- The Washington Times - Thursday, March 19, 2009

GAZA CITY, GAZA STRIP (AP) - The final tally of Palestinians killed in Israel’s recent war on Gaza’s Hamas rulers is 1,417, including 926 civilians, according to a Palestinian human rights groups that published the names, ages and other information about the dead on its Web site Thursday.

Israel disputed the findings by the Palestinian Center for Human Rights (PCHR), saying it believes the majority of the dead were combatants or legitimate targets, but offered no evidence. An Israeli think tank said its analysis of the PCHR’s data suggests the number of civilians is lower than the rights group claims.

Israel waged a three-week war in Gaza, ending with a unilateral cease-fire Jan. 18, in an attempt to weaken the Islamic militant Hamas and halt persistent rocket fire from Gaza on Israeli border towns.

After a week of air strikes, Israeli tanks and ground forces entered the territory, flattening several neighborhoods and industrial areas near the border. Some 15,000 houses and hundreds of businesses were destroyed or damaged, according to independent assessments.

Human rights groups have accused Israel of using excessive force, noting that heavy civilian casualties were inevitable in densely populated Gaza. Israel said Hamas militants intentionally operated from residential areas in order to use civilians as human shields.

The PCHR said in a statement that the large number of civilians among the dead is proof that Israeli troops “used excessive and random force through the entire period of aggression, violating the principle of distinction (between combatants and civilians).”

Israeli government spokesman Mark Regev rejected the allegation. “Israel, during the military campaign, made every possible effort to target enemy combatants only,” he said.

The PCHR said its list, including determining the number of civilians, is based on thorough research.
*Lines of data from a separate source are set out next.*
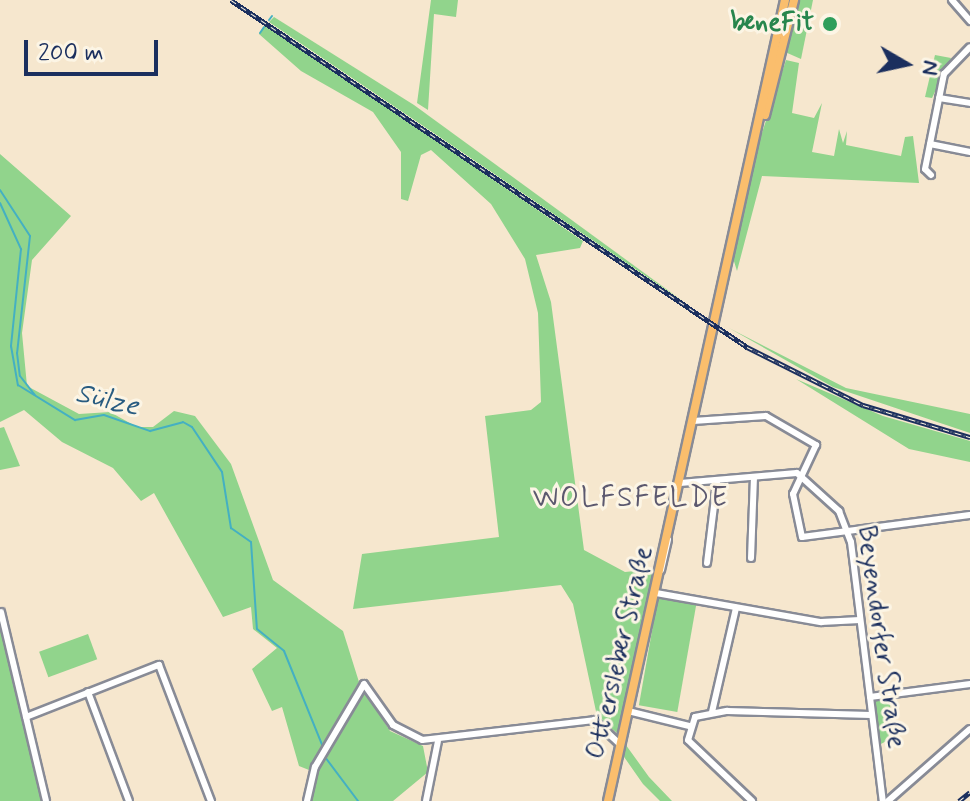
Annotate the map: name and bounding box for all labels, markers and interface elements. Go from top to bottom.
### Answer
place label: beneFit [730,8,814,40]
marker: beneFit [821,15,839,33]
scale bar [28,24,162,74]
north arrow [866,24,946,104]
text: 200 m [38,38,104,69]
text: N [915,58,945,77]
water label: Sülze [72,377,142,425]
district label: WOLFSFELDE [532,482,730,516]
street label: Beyendorfer Straße [849,524,911,750]
street label: Ottersleber Straße [581,544,661,762]

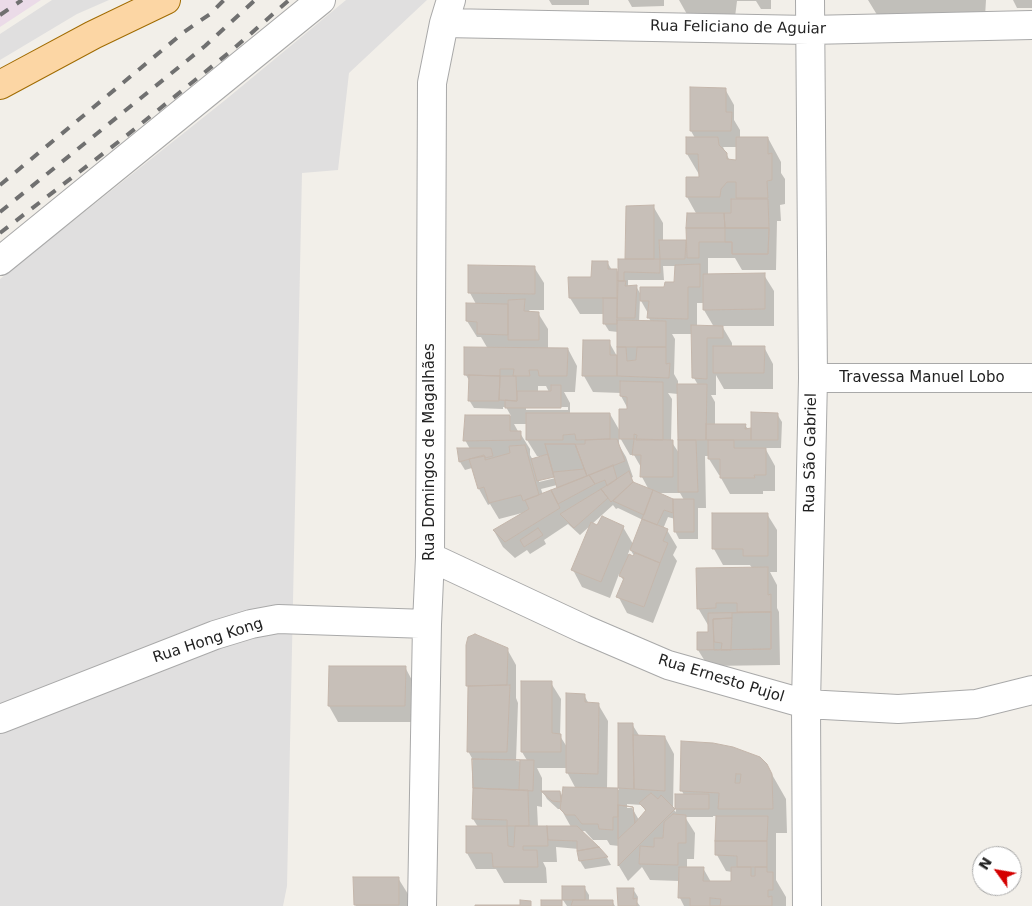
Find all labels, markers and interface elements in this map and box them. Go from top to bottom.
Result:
street label: Rua Feliciano de Aguiar [650,17,826,39]
street label: Rua Domingos de Magalhães [421,343,439,561]
street label: Travessa Manuel Lobo [839,369,1005,387]
street label: Rua São Gabriel [801,393,821,513]
street label: Rua Hong Kong [151,615,265,667]
street label: Rua Ernesto Pujol [656,651,786,707]
north arrow [972,846,1022,896]
text: N [975,854,995,873]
It said among the dead were 926 civilians, including 313 minors under the age of 18 and 116 women. The group counted 236 combatants and 255 members of the Hamas security forces.

Of the security forces, 240 were killed on Dec. 27, the first day of the war, when Israeli aircraft unleashed massive strikes on Hamas security compounds, the report said.

During the war, the group’s field workers were deployed at seven Gaza hospitals, recording names and other information about the dead as the bodies were brought in, said the group’s deputy director, Jabr Wishah. After the war, researchers checked all those initially listed as civilians, interviewing their family members and neighbors and collecting ID numbers, medical records and death certificates, he said.

Researcher Mohammed Ghannam said he would sometimes change a classification after a follow-up visit.

For example, the Dughmush family in Gaza City insisted Hamdan Dughmush, 19, was watching clashes between Hamas gunmen and Israeli soldiers when he was killed near his home.

However, neighbors told Ghannam that Dughmush was planting a roadside bomb, and the researcher said he moved the young man from the “civilian” to the “combatant” column.

In another case, a 16-year-old initially listed as a civilian because of his age was later labeled a combatant because of circumstantial evidence, Ghannam said.

In a reverse example, one member of the Hamas military wing was listed as a civilian because he was killed at home, along with 21 other members of the family, when an Israeli airstrike flattened the building on Jan. 6, the researcher said.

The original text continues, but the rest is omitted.